Some of the USB drives had been put on key rings with dummy house keys, and many of the participants indicated that this encouraged their altruistic intentions, as it added an extra sense of urgency to returning the keys (ie. the owner might be locked out of their house).

But the study found that people with good intentions still let their curiosity get the better of them, opening things like personal photos on the drives. You could argue that seeing what the owner looked like would help you find the owner of the keys, but it would be nowhere near as efficient as just opening the "personal résumé" file on the drive to look up their contact details.

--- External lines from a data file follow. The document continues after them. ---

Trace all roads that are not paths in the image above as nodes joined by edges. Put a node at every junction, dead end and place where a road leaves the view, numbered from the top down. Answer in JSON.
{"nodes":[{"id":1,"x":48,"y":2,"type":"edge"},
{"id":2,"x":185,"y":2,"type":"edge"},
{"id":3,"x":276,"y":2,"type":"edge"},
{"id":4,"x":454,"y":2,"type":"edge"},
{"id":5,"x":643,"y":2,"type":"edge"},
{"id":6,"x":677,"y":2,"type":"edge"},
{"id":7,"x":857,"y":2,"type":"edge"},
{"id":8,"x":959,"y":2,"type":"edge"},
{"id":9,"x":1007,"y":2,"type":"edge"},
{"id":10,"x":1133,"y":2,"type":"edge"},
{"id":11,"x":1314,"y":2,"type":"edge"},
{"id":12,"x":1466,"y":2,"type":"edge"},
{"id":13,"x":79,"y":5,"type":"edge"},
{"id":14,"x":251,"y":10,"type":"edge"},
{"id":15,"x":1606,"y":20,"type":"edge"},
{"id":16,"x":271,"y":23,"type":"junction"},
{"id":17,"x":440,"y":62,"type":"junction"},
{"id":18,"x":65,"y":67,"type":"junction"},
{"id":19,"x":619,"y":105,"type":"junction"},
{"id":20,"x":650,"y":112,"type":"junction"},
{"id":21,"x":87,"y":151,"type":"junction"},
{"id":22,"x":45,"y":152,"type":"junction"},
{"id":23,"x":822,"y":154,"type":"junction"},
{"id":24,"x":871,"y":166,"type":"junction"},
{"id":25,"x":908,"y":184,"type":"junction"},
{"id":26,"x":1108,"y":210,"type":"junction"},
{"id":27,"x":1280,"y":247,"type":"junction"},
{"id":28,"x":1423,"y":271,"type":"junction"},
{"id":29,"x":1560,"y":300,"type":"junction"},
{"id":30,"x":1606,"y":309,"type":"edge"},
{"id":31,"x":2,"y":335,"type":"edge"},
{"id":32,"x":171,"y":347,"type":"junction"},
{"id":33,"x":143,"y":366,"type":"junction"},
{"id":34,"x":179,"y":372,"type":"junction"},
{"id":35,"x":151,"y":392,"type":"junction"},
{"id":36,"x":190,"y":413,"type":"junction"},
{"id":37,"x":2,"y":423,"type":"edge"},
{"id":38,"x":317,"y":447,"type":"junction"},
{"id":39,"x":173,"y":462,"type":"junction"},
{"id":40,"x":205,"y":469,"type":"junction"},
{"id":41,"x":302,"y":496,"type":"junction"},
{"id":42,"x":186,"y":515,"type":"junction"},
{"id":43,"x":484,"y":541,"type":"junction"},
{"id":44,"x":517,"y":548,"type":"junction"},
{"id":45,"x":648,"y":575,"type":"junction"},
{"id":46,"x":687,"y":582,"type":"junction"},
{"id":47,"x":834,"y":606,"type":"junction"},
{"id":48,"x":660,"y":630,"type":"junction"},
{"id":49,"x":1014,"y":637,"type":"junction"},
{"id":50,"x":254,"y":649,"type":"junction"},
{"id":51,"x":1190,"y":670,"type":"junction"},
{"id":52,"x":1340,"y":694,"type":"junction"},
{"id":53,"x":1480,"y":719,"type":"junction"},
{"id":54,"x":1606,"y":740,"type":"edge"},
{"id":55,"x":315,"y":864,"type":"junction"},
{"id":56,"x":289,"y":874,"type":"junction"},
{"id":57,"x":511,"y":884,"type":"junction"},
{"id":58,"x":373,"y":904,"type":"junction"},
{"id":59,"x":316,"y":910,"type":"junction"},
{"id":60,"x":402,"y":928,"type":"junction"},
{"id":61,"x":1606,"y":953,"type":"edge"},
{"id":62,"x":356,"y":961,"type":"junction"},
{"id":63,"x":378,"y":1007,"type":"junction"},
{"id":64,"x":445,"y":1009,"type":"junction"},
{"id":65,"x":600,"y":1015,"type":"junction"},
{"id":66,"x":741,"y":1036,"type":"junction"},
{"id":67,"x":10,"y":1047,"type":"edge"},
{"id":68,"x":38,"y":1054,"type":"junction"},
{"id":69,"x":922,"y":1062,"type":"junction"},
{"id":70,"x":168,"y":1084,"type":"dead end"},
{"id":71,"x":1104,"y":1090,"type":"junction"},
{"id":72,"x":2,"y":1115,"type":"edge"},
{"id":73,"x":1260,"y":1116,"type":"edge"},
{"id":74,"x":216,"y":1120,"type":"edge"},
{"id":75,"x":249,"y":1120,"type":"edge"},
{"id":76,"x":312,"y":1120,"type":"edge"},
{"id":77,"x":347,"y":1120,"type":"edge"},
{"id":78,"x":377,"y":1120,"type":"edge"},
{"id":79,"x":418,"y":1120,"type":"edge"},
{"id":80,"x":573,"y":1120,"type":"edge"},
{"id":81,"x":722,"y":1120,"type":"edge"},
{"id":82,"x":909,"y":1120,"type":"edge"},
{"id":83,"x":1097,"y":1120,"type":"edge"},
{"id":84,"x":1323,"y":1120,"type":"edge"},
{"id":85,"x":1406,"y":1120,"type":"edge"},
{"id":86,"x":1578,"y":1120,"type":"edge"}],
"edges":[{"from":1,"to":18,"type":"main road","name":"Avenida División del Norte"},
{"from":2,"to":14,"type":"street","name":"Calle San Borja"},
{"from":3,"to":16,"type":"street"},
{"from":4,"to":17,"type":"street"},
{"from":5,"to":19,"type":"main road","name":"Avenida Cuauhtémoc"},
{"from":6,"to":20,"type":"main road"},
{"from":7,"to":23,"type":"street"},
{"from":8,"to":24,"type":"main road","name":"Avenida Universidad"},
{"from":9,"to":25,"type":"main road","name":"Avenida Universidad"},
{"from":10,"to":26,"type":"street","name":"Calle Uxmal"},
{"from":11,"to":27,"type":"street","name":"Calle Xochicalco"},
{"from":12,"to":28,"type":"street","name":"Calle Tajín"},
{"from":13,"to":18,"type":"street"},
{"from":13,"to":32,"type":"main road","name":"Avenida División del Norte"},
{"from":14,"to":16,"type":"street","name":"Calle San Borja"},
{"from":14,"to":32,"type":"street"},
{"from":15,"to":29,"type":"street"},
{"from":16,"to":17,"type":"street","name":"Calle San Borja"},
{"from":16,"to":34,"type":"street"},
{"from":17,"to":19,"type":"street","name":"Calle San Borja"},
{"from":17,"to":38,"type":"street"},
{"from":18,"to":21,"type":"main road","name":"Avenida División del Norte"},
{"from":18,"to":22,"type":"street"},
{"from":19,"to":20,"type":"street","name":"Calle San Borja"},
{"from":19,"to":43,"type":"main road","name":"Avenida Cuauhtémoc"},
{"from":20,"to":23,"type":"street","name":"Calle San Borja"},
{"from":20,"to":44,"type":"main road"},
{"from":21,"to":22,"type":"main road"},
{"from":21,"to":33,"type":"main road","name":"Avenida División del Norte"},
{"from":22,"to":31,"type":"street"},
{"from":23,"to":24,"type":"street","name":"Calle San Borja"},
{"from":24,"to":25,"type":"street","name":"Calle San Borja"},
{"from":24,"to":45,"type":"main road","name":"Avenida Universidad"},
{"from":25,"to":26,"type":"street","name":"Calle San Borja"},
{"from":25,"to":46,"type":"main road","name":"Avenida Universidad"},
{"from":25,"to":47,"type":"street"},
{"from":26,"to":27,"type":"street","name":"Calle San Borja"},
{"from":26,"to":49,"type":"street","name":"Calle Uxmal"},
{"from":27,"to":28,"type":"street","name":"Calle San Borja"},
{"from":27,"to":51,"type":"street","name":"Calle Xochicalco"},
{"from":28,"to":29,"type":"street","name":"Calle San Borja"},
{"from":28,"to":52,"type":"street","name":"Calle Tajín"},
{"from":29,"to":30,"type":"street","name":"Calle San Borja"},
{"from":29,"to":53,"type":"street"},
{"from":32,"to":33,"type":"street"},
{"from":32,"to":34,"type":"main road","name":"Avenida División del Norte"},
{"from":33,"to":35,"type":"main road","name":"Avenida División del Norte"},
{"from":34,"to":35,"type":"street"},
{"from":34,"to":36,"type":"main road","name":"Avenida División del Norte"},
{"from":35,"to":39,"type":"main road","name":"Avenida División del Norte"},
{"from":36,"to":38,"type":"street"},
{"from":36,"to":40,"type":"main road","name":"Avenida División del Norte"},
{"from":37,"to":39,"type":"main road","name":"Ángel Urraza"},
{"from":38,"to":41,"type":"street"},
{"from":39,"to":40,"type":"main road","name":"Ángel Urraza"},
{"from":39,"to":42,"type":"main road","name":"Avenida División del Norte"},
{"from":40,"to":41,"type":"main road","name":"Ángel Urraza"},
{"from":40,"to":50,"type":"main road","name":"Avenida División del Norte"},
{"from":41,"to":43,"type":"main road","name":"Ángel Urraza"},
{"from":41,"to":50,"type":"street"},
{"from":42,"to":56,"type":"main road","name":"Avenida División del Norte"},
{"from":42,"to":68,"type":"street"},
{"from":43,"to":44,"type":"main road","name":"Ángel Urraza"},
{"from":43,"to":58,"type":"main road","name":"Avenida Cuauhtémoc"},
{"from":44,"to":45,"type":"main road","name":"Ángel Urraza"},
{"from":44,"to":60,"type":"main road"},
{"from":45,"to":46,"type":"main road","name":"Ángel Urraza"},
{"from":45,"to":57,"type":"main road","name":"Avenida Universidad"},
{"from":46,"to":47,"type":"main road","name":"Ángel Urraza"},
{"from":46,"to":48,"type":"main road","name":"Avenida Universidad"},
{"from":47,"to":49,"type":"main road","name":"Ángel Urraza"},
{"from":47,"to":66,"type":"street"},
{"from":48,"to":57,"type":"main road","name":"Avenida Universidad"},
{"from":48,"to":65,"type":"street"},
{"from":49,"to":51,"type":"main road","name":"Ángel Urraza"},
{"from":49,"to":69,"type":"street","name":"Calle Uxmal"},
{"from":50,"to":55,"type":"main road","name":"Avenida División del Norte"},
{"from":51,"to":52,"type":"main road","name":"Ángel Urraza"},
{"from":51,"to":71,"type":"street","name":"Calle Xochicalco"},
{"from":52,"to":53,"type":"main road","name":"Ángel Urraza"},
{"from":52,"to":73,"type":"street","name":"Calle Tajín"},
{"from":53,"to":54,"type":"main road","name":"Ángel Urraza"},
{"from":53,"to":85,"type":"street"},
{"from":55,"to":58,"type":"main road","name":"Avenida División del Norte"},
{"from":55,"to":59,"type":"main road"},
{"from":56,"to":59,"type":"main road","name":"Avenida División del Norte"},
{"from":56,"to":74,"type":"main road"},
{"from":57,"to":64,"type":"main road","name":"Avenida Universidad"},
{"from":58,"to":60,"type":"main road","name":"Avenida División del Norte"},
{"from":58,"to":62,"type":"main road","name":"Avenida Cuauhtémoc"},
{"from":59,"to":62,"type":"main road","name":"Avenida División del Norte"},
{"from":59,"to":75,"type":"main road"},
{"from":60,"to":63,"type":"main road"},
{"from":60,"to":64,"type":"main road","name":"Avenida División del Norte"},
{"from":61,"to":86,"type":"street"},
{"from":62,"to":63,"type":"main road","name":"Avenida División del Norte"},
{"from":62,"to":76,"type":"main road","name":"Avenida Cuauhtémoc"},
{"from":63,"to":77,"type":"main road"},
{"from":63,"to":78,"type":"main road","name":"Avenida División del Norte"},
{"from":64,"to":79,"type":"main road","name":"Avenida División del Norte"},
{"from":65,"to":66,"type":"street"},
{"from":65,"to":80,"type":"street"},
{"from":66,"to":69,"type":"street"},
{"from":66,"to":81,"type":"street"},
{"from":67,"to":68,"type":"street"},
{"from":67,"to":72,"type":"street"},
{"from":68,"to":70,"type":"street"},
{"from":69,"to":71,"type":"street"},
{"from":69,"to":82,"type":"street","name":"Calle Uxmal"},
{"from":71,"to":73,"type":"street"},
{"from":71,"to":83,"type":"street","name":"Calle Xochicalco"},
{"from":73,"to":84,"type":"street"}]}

The findings, which are being presented next month at the 37th IEEE Symposium on Security and Privacy in California, also highlight just how unaware or unconcerned we can be about the potential security risks of opening unknown files on randomly found devices.

Over two-thirds of respondents admitted they had taken no precautions before connecting the drive to their computer. "I trust my Macbook to be a good defence against viruses," said one, (bad move) while others admitted opening the files on university computers to protect their own personal gear.

"This evidence is a reminder to the security community that less technical attacks remain a real-world threat and that we have yet to understand how to successfully defend against them," the authors write. "We need to better understand the dynamics of social engineering attacks, develop better technical defences against them, and learn how to effectively teach end users about these risks."

As lead researcher Matt Tischer told Lorenzo Franceschi-Bicchierai at Motherboard, despite the ridiculousness of these kinds of experiments, the study shows that people, regardless of their motivation, aren't cautious enough when it comes to opening unknown files on totally random drives.

"It's easy to laugh at these attacks, but the scary thing is that they work," he said, "and that's something that needs to be addressed."